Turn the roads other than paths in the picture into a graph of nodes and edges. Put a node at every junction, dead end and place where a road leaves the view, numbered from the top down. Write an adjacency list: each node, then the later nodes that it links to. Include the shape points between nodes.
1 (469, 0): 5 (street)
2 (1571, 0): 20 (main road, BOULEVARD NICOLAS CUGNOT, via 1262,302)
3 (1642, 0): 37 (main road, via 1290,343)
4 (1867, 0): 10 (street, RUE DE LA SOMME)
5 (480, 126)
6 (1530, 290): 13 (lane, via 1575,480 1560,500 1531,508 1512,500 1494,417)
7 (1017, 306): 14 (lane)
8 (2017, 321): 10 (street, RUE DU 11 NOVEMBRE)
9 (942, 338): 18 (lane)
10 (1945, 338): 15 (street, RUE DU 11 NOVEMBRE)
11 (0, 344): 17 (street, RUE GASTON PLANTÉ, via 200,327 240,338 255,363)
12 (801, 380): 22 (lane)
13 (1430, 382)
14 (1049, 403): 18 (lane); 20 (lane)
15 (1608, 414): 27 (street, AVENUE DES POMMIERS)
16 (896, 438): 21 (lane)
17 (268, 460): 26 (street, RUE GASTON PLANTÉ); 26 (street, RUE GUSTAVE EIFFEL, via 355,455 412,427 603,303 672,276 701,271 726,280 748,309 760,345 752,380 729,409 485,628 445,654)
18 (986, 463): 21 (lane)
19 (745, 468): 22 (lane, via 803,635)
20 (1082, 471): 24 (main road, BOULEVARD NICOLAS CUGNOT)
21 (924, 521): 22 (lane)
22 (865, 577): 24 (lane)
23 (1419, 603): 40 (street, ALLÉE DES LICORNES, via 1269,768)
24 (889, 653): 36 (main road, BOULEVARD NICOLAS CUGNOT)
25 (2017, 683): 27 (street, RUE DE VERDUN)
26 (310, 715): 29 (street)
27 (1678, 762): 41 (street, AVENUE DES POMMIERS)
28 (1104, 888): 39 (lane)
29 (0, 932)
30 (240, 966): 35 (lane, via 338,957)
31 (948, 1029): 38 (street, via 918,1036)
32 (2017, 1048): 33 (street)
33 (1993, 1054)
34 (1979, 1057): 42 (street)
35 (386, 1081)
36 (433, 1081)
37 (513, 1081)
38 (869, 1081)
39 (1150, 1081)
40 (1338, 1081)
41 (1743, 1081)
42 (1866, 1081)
:::::
Lines containing the word "lane" are to be pulled from the records and copied.

6 (1530, 290): 13 (lane, via 1575,480 1560,500 1531,508 1512,500 1494,417)
7 (1017, 306): 14 (lane)
9 (942, 338): 18 (lane)
12 (801, 380): 22 (lane)
14 (1049, 403): 18 (lane); 20 (lane)
16 (896, 438): 21 (lane)
18 (986, 463): 21 (lane)
19 (745, 468): 22 (lane, via 803,635)
21 (924, 521): 22 (lane)
22 (865, 577): 24 (lane)
28 (1104, 888): 39 (lane)
30 (240, 966): 35 (lane, via 338,957)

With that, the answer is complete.